Griptape Cloud Image Generation & Improved Structured Output with Griptape Framework 1.6

Griptape Framework 1.6 is now available. Continuing the theme of delivering enhancements to the framework’s multimodal support, the 1.6 release adds support for image generation with Griptape Cloud with a new GriptapeCloudImageGenerationDriver. This release also includes further enhancements to structured output with a new output schema validation subtask and parameterization for event type streaming with the Stream utility. Let’s jump in and take a quick look at these new features.

Image Generation with Griptape Cloud

With the addition of the GriptapeCloudImageGenerationDriver developers can now generate images with Griptape Framework with only a Griptape Cloud API key. You do not need to provide API credentials for any other model provider. In this first release we support the dall-e-3 image generation model.

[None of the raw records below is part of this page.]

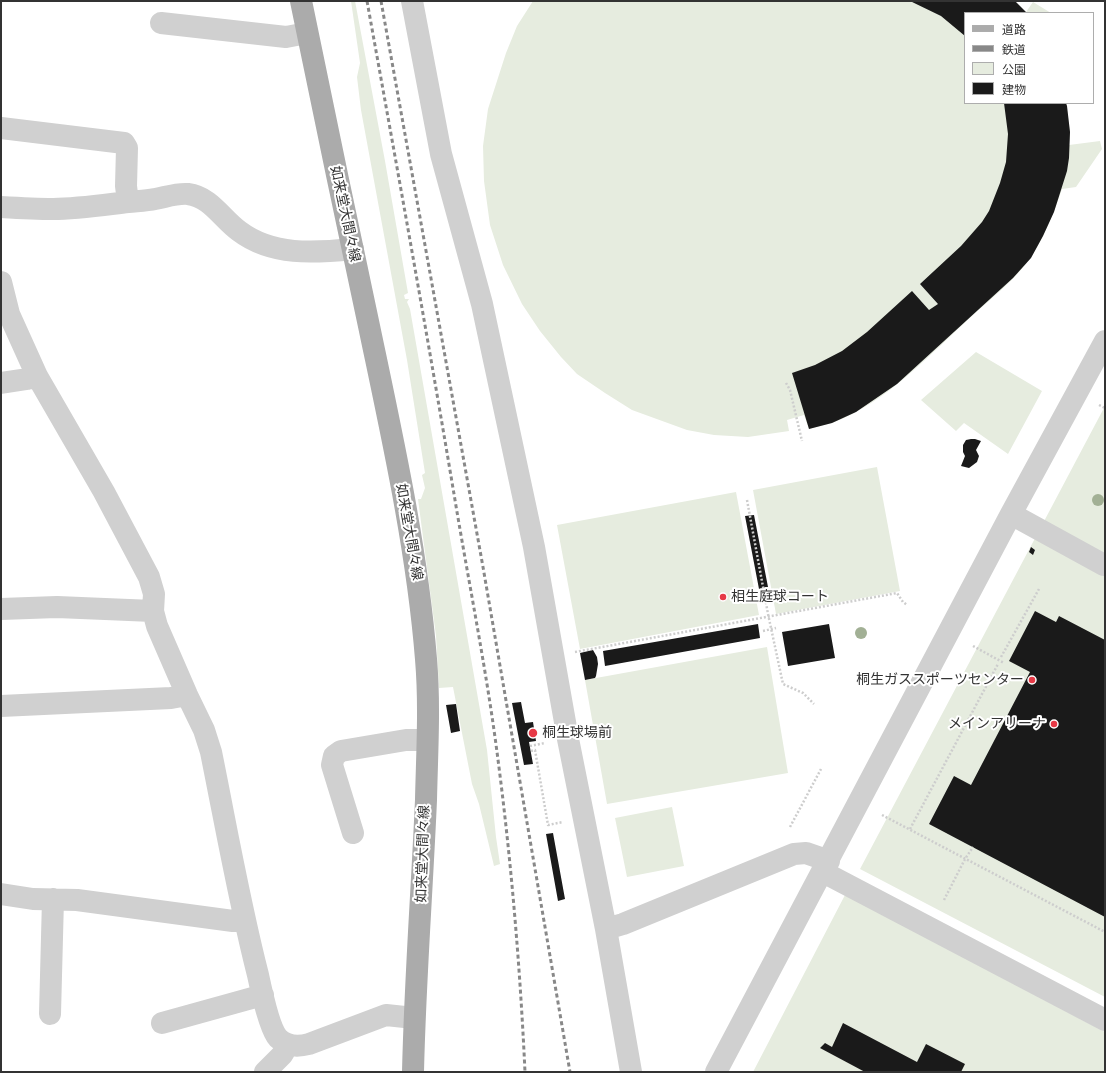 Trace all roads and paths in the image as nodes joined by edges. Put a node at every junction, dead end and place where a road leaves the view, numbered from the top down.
1 (301, 1) edge
2 (412, 1) edge
3 (161, 23) dead end
4 (307, 33) junction
5 (1, 128) edge
6 (128, 202) junction
7 (1, 207) edge
8 (352, 249) junction
9 (1, 282) edge
10 (1105, 341) edge
11 (37, 376) junction
12 (1, 382) edge
13 (786, 383) dead end
14 (1100, 405) dead end
15 (1105, 408) edge
16 (802, 441) dead end
17 (746, 500) dead end
18 (1011, 514) junction
19 (1104, 565) dead end
20 (1039, 589) dead end
21 (907, 605) dead end
22 (1, 609) edge
23 (153, 611) junction
24 (769, 617) junction
25 (776, 628) dead end
26 (763, 631) dead end
27 (973, 646) dead end
28 (571, 653) dead end
29 (1001, 657) dead end
30 (1004, 663) dead end
31 (998, 664) dead end
32 (187, 695) junction
33 (814, 704) dead end
34 (1, 706) edge
35 (427, 740) junction
36 (537, 744) dead end
37 (530, 746) dead end
38 (531, 751) dead end
39 (821, 769) dead end
40 (882, 815) dead end
41 (564, 822) dead end
42 (790, 827) dead end
43 (910, 830) junction
44 (353, 833) dead end
45 (973, 847) dead end
46 (965, 859) junction
47 (826, 867) junction
48 (1, 894) edge
49 (53, 899) junction
50 (944, 900) dead end
51 (244, 921) junction
52 (606, 928) junction
53 (1105, 932) edge
54 (263, 995) junction
55 (50, 1014) dead end
56 (414, 1018) junction
57 (1105, 1020) edge
58 (162, 1023) dead end
59 (288, 1045) junction
60 (265, 1072) edge
61 (413, 1072) edge
62 (631, 1072) edge
63 (716, 1072) edge

1 - 4 main road, 如来堂大間々線
2 - 52 street
3 - 4 street
4 - 8 main road, 如来堂大間々線
5 - 6 street
6 - 7 street
6 - 8 street
8 - 35 main road, 如来堂大間々線
9 - 11 street
10 - 18 street
11 - 12 street
11 - 23 street
13 - 16 path
14 - 15 path
17 - 24 path
18 - 19 street
18 - 47 street
20 - 29 path
21 - 24 path
22 - 23 street
23 - 32 street
24 - 28 path
24 - 33 path
25 - 26 path, bridge
27 - 30 path
31 - 43 path
32 - 34 street
32 - 51 street
35 - 44 street
35 - 56 main road, 如来堂大間々線
36 - 37 path
38 - 41 path
39 - 42 path
40 - 43 path
43 - 46 path
45 - 46 path
46 - 50 path
46 - 53 path
47 - 52 street
47 - 57 street
47 - 63 street
48 - 49 street
49 - 51 street
49 - 55 street
51 - 54 street
52 - 62 street
54 - 58 street
54 - 59 street
56 - 59 street
56 - 61 main road, 如来堂大間々線
59 - 60 street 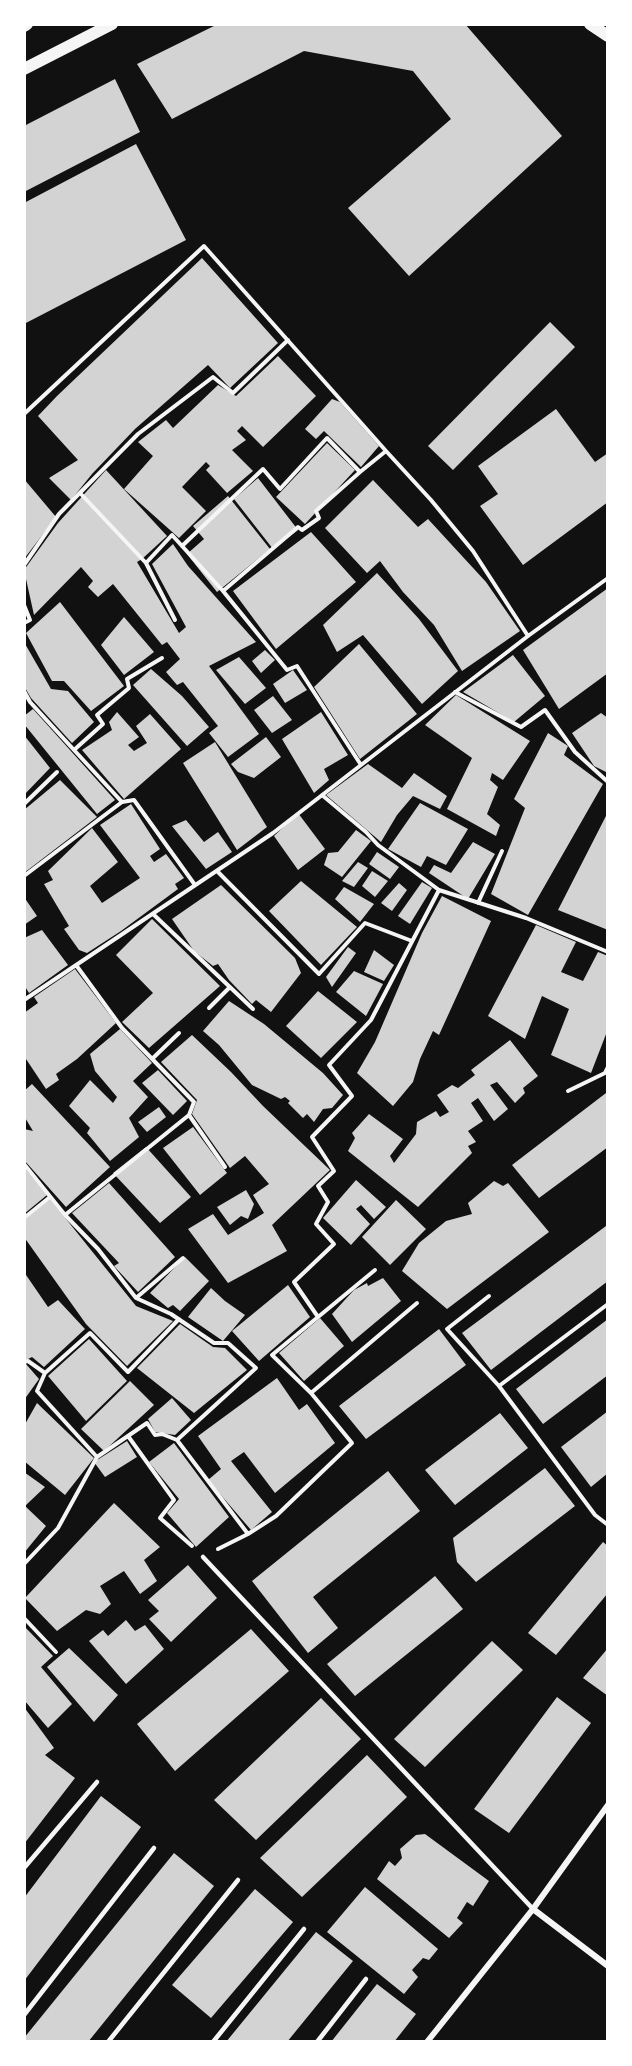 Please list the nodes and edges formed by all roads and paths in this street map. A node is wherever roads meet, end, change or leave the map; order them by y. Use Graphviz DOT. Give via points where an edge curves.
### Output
graph roads {
  1 [pos="112,24"];
  2 [pos="590,24"];
  3 [pos="608,36"];
  4 [pos="24,69"];
  5 [pos="288,340"];
  6 [pos="24,414"];
  7 [pos="386,451"];
  8 [pos="360,472"];
  9 [pos="80,493"];
  10 [pos="182,546"];
  11 [pos="146,563"];
  12 [pos="24,564"];
  13 [pos="608,578"];
  14 [pos="223,591"];
  15 [pos="24,604"];
  16 [pos="175,620"];
  17 [pos="24,623"];
  18 [pos="528,636"];
  19 [pos="162,658"];
  20 [pos="24,691"];
  21 [pos="455,692"];
  22 [pos="30,702"];
  23 [pos="24,707"];
  24 [pos="74,750"];
  25 [pos="361,765"];
  26 [pos="57,772"];
  27 [pos="608,782"];
  28 [pos="322,795"];
  29 [pos="122,802"];
  30 [pos="24,804"];
  31 [pos="502,850"];
  32 [pos="217,871"];
  33 [pos="24,876"];
  34 [pos="195,885"];
  35 [pos="439,890"];
  36 [pos="478,903"];
  37 [pos="153,914"];
  38 [pos="412,941"];
  39 [pos="608,952"];
  40 [pos="76,965"];
  41 [pos="230,987"];
  42 [pos="24,991"];
  43 [pos="26,999"];
  44 [pos="209,1008"];
  45 [pos="253,1009"];
  46 [pos="179,1033"];
  47 [pos="152,1059"];
  48 [pos="608,1067"];
  49 [pos="568,1091"];
  50 [pos="189,1115"];
  51 [pos="24,1164"];
  52 [pos="225,1167"];
  53 [pos="50,1197"];
  54 [pos="65,1215"];
  55 [pos="24,1218"];
  56 [pos="183,1258"];
  57 [pos="375,1270"];
  58 [pos="489,1296"];
  59 [pos="136,1298"];
  60 [pos="417,1303"];
  61 [pos="608,1304"];
  62 [pos="318,1317"];
  63 [pos="179,1319"];
  64 [pos="24,1362"];
  65 [pos="45,1373"];
  66 [pos="499,1386"];
  67 [pos="311,1393"];
  68 [pos="128,1436"];
  69 [pos="177,1440"];
  70 [pos="97,1457"];
  71 [pos="608,1525"];
  72 [pos="248,1534"];
  73 [pos="203,1557"];
  74 [pos="24,1564"];
  75 [pos="24,1618"];
  76 [pos="56,1652"];
  77 [pos="97,1782"];
  78 [pos="608,1805"];
  79 [pos="154,1848"];
  80 [pos="24,1868"];
  81 [pos="238,1880"];
  82 [pos="533,1909"];
  83 [pos="304,1929"];
  84 [pos="608,1966"];
  85 [pos="366,1979"];
  86 [pos="24,2015"];
  87 [pos="108,2042"];
  88 [pos="213,2042"];
  89 [pos="317,2042"];
  90 [pos="427,2042"];
  1 -- 4 [label="main road"];
  2 -- 3 [label="main road"];
  5 -- 6 [label="path" via="204,246"];
  5 -- 7 [label="path"];
  5 -- 9 [label="path" via="233,393 213,377 138,434"];
  7 -- 8 [label="path"];
  7 -- 18 [label="path" via="473,551"];
  8 -- 10 [label="path" via="327,438 280,489 263,470"];
  8 -- 14 [label="path" via="316,512 319,518 302,530 298,527"];
  9 -- 11 [label="path"];
  9 -- 12 [label="path" via="59,514"];
  10 -- 11 [label="path" via="172,535"];
  10 -- 14 [label="path"];
  11 -- 16 [label="path"];
  13 -- 18 [label="path"];
  14 -- 25 [label="path" via="287,670 297,666"];
  15 -- 17 [label="path" via="30,620"];
  18 -- 21 [label="path"];
  19 -- 24 [label="path" via="127,679 129,688 97,715 103,724"];
  20 -- 22 [label="path"];
  21 -- 25 [label="path"];
  21 -- 27 [label="path" via="521,728 545,710 575,752"];
  22 -- 23 [label="path"];
  22 -- 24 [label="path"];
  24 -- 29 [label="path"];
  25 -- 28 [label="path"];
  26 -- 30 [label="path"];
  28 -- 32 [label="path"];
  28 -- 35 [label="path" via="378,845"];
  29 -- 33 [label="path"];
  29 -- 34 [label="path" via="134,800"];
  31 -- 36 [label="path"];
  32 -- 34 [label="path"];
  32 -- 38 [label="path" via="319,974 365,923"];
  34 -- 37 [label="path"];
  35 -- 36 [label="path"];
  35 -- 38 [label="path"];
  36 -- 39 [label="path"];
  37 -- 40 [label="path"];
  37 -- 41 [label="path"];
  38 -- 62 [label="path" via="371,1020 329,1065 352,1096 312,1137 334,1171 318,1186 328,1202 316,1224 334,1244 294,1282"];
  40 -- 43 [label="path"];
  40 -- 47 [label="path" via="122,1028"];
  41 -- 44 [label="path"];
  41 -- 45 [label="path"];
  42 -- 43 [label="path"];
  46 -- 47 [label="path"];
  47 -- 50 [label="path" via="194,1102"];
  48 -- 49 [label="path" via="605,1073"];
  50 -- 52 [label="path"];
  50 -- 54 [label="path"];
  51 -- 53 [label="path"];
  53 -- 54 [label="path"];
  53 -- 55 [label="path"];
  54 -- 59 [label="path"];
  56 -- 59 [label="path"];
  57 -- 62 [label="path"];
  58 -- 66 [label="path" via="447,1329"];
  59 -- 63 [label="path"];
  60 -- 67 [label="path"];
  61 -- 66 [label="path"];
  62 -- 67 [label="path" via="272,1355"];
  63 -- 65 [label="path" via="128,1372 90,1333"];
  63 -- 69 [label="path" via="214,1343 228,1343 256,1368"];
  64 -- 65 [label="path"];
  65 -- 70 [label="path" via="37,1391"];
  66 -- 71 [label="path" via="595,1515"];
  67 -- 72 [label="path" via="352,1443 276,1516"];
  68 -- 69 [label="path" via="147,1422 155,1435"];
  68 -- 70 [label="path"];
  68 -- 73 [label="path" via="174,1500 160,1518"];
  69 -- 72 [label="path"];
  70 -- 74 [label="path" via="58,1527"];
  72 -- 73 [label="path"];
  73 -- 82 [label="lane"];
  75 -- 76 [label="path"];
  77 -- 80 [label="lane"];
  78 -- 82 [label="street"];
  79 -- 86 [label="lane"];
  81 -- 87 [label="lane"];
  82 -- 84 [label="street"];
  82 -- 90 [label="street"];
  83 -- 88 [label="lane"];
  85 -- 89 [label="lane"];
}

Let’s try this out with the code sample below:

import os
from io import BytesIO
from PIL import Image

from griptape.drivers.image_generation.griptape_cloud import (
   GriptapeCloudImageGenerationDriver,
)

driver = GriptapeCloudImageGenerationDriver(
   api_key=os.environ["GT_CLOUD_API_KEY"],
   model="dall-e-3",
)

image = driver.run_text_to_image(
   [
       """create an image of two billboards in a bustling downtown scene with skyscrapers.
       There are two billboards. one has the exact phrase "Griptape Cloud" and the other has the exact phrase "Image Generation" and uses black and beige, photo"""
   ]
)

Image.open(BytesIO(image.value)).show()

You can see in the sample that to generate an image I create a driver instance, providing my Griptape Cloud API key and specifying the model that I want to use. I then call the run_text_to_image method on the driver, providing my prompt as an argument. This returns an image object with the image stored in the value attribute. Lastly, I display the image using PIL.Image.show()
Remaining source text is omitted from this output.